## RECORDS PROVIDED:
=-=-=-=-=
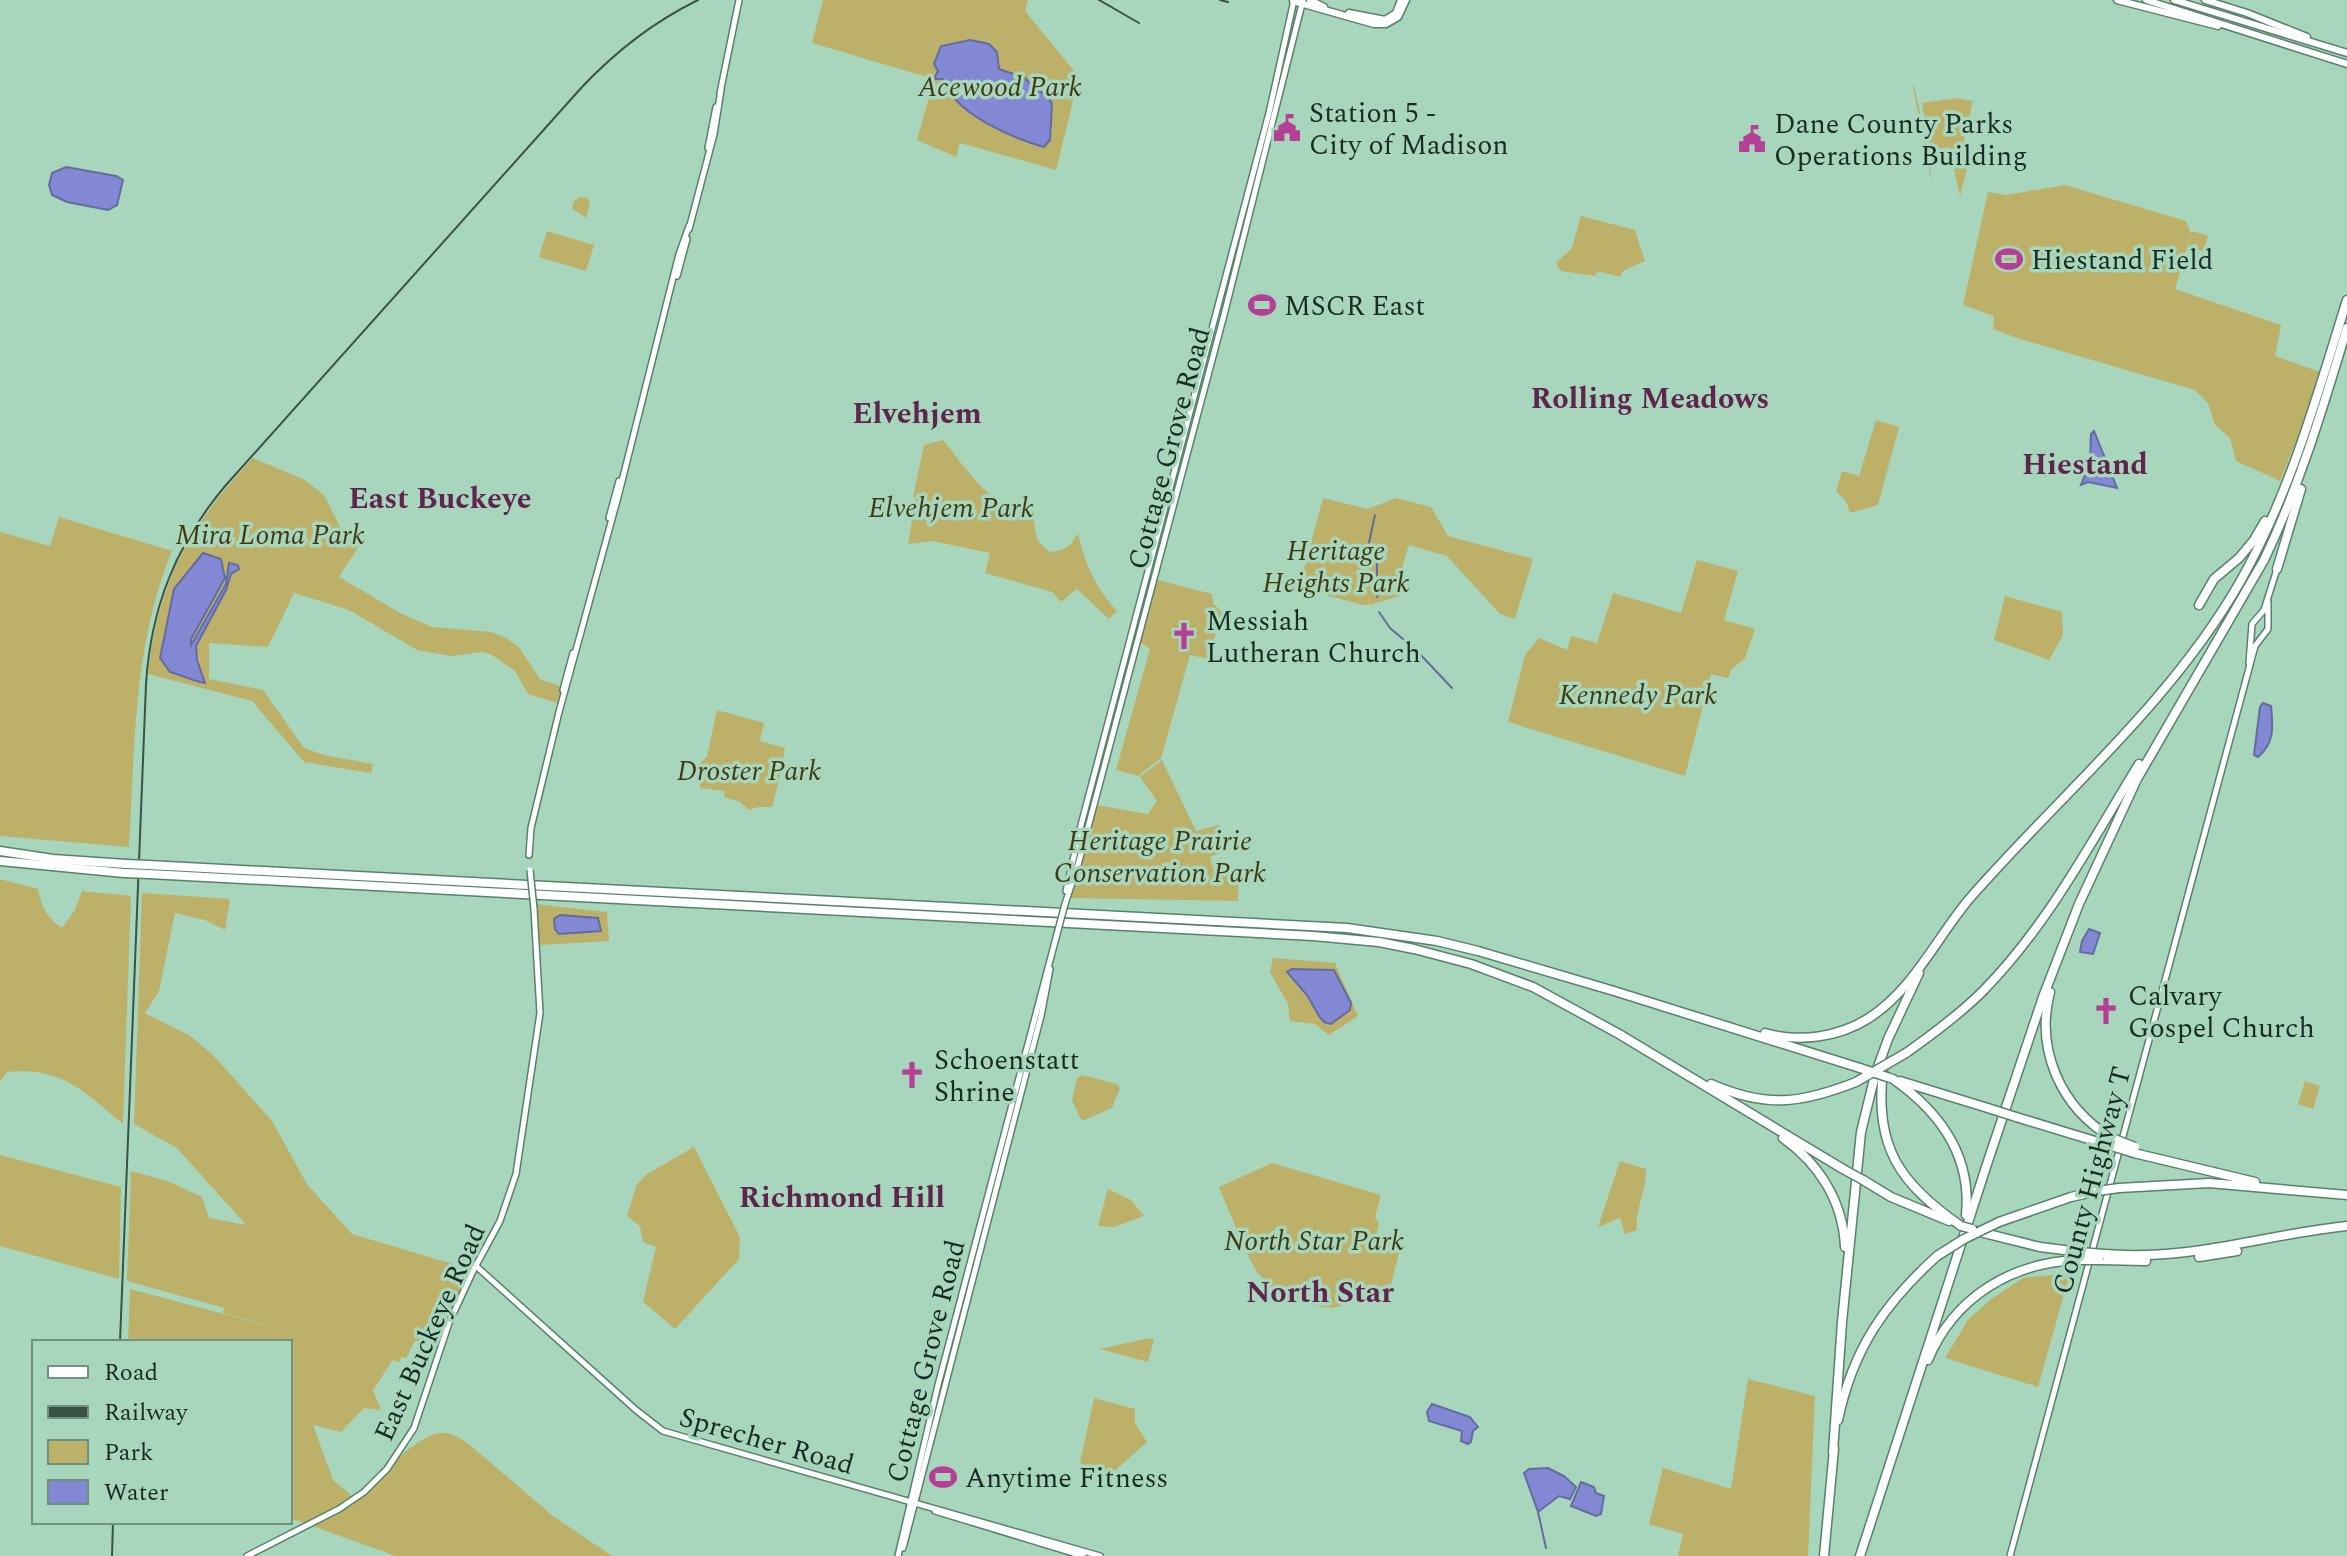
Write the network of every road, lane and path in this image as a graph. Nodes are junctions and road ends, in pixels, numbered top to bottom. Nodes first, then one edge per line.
1 (739, 0) edge
2 (1294, 0) edge
3 (1403, 0) edge
4 (2117, 0) edge
5 (2146, 0) edge
6 (2174, 0) edge
7 (2205, 0) edge
8 (2221, 0) edge
9 (1304, 2) edge
10 (2235, 9) junction
11 (2251, 34) junction
12 (2345, 52) edge
13 (2347, 64) edge
14 (2346, 301) edge
15 (2347, 328) edge
16 (2312, 410) junction
17 (2318, 422) junction
18 (2277, 569) joint
19 (2268, 602) junction
20 (2199, 605) dead end
21 (2258, 618) junction
22 (2268, 623) junction
23 (2252, 629) junction
24 (2263, 635) junction
25 (2248, 676) junction
26 (2173, 714) junction
27 (0, 851) edge
28 (0, 861) edge
29 (125, 869) junction
30 (148, 870) junction
31 (2084, 892) junction
32 (1065, 904) junction
33 (1928, 955) junction
34 (1614, 991) junction
35 (1896, 1019) junction
36 (1681, 1072) junction
37 (1892, 1078) junction
38 (1754, 1116) junction
39 (2110, 1142) junction
40 (2283, 1188) junction
41 (2347, 1195) edge
42 (1961, 1226) junction
43 (2347, 1226) edge
44 (1964, 1236) junction
45 (2079, 1256) junction
46 (476, 1266) junction
47 (1842, 1322) junction
48 (1912, 1398) junction
49 (1833, 1452) junction
50 (913, 1503) junction
51 (1059, 1549) junction
52 (247, 1556) edge
53 (899, 1556) edge
54 (1054, 1556) edge
55 (1083, 1556) edge
56 (1100, 1556) edge
57 (1824, 1556) edge
58 (1860, 1556) edge
59 (2010, 1556) edge

1 - 46 main road, East Buckeye Road, bridge
2 - 9 main road
2 - 32 main road, Cottage Grove Road
3 - 9 main road
3 - 9 main road
4 - 11 main road
5 - 11 main road
6 - 12 main road
7 - 10 main road
8 - 10 main road
9 - 32 main road, Cottage Grove Road
10 - 12 main road
11 - 13 main road
14 - 16 highway
15 - 17 highway
16 - 20 highway
16 - 33 highway
17 - 18 highway
17 - 26 highway
18 - 19 main road
19 - 21 main road
19 - 22 main road
21 - 22 main road
21 - 23 main road
22 - 24 main road
23 - 24 main road
23 - 25 main road, County Highway T
24 - 25 main road, County Highway T
25 - 59 main road, County Highway T
26 - 31 highway
26 - 36 highway, bridge
27 - 29 highway
28 - 29 highway
29 - 30 highway, bridge
30 - 34 highway
30 - 36 highway
31 - 39 highway
31 - 44 highway
32 - 50 main road, Cottage Grove Road, bridge
33 - 34 highway
33 - 35 highway
34 - 37 highway, bridge
35 - 42 highway
35 - 47 highway
36 - 38 highway
37 - 39 highway, bridge
37 - 44 highway
38 - 42 highway, bridge
38 - 47 highway
39 - 40 highway, bridge
40 - 41 highway
40 - 49 highway, bridge
42 - 45 highway, bridge
43 - 45 highway, bridge
44 - 48 highway
45 - 48 highway
46 - 50 main road, Sprecher Road
46 - 52 main road, East Buckeye Road
47 - 49 highway
48 - 58 highway
49 - 57 highway
50 - 51 main road, Sprecher Road
50 - 53 main road, Cottage Grove Road
50 - 56 main road, Sprecher Road
51 - 54 main road
51 - 55 main road, Sprecher Road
=-=-=-=-=
## WHAT YOU NEED TO DO:
Say how many lines above contain the string "County", writing only the number.

## RESPONSE TO THIS EXERCISE:
3